■ **EXERCISE REQUIREMENTS**: Transcribe exactly the lines that fall between the one holding "index tip: (424, 204)" and the one holding "pinky tip: (465, 312)", inclusive, from the entries below.

╭─ RECORDS PROVIDED

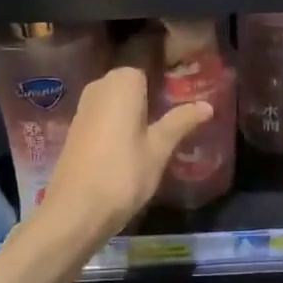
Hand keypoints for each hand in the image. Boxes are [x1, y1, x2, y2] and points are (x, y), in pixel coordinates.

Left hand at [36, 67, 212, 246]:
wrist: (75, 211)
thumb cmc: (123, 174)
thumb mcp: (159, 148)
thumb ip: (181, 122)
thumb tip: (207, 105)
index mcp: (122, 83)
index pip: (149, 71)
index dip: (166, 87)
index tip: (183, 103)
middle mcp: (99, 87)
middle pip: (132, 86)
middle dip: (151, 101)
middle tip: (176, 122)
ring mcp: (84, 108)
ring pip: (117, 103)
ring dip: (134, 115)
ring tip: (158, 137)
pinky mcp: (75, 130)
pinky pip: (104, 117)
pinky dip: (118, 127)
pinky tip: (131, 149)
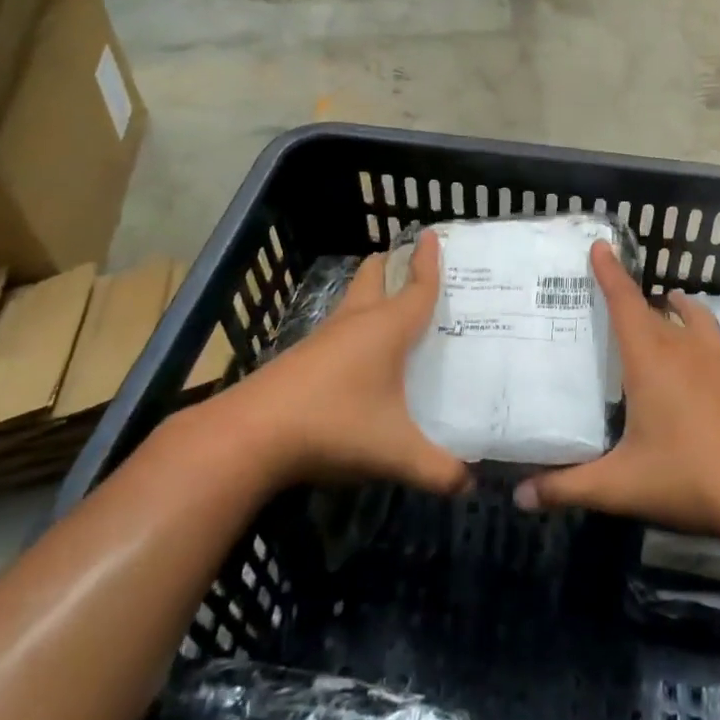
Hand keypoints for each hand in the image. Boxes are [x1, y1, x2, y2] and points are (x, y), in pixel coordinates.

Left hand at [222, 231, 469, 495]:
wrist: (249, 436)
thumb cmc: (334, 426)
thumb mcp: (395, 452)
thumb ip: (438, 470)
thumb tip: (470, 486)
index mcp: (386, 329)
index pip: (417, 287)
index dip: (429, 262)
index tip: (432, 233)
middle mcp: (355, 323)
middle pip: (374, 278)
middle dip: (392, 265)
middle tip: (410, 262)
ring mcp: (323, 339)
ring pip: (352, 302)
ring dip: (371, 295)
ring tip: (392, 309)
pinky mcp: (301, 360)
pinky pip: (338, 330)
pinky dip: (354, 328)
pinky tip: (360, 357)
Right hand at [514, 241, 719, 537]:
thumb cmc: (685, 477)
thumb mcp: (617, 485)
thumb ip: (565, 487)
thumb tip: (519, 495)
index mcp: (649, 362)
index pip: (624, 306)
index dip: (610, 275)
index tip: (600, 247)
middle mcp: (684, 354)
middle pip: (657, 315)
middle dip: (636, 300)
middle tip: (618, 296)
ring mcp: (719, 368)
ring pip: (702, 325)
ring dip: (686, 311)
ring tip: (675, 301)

╰─
╭─ RECORDS PROVIDED

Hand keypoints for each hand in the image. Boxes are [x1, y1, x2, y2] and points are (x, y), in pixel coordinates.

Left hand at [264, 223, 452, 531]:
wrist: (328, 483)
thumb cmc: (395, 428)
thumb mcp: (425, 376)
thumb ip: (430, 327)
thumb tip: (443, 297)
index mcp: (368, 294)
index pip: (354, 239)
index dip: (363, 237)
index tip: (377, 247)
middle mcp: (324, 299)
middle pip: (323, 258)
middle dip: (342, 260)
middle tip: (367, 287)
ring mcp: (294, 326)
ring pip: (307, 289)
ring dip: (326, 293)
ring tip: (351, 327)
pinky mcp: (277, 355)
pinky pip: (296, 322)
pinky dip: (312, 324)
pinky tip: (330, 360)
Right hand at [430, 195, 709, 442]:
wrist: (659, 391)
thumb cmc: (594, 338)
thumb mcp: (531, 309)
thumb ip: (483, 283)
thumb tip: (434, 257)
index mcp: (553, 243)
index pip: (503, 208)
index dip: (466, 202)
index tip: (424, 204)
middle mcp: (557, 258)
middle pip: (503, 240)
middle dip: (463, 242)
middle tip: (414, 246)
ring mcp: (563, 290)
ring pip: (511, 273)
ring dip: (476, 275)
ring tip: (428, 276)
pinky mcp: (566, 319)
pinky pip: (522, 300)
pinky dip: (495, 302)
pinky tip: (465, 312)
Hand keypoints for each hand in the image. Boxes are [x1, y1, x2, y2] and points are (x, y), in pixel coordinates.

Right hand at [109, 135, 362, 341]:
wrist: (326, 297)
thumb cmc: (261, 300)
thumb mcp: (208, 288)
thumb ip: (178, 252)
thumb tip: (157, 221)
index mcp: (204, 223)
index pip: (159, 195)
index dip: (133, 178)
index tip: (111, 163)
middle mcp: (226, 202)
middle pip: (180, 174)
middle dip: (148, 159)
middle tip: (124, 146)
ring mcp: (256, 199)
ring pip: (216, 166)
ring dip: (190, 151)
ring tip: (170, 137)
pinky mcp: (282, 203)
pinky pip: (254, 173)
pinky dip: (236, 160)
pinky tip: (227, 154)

╰─

■ **OUTPUT**:
index tip: (424, 204)
middle mcp: (557, 258)
middle pip: (503, 240)
middle dip: (463, 242)
middle tip: (414, 246)
ring mcp: (563, 290)
ring pip: (511, 273)
ring dip: (476, 275)
ring tip: (428, 276)
pinky mcp: (566, 319)
pinky pip: (522, 300)
pinky dip: (495, 302)
pinky tip: (465, 312)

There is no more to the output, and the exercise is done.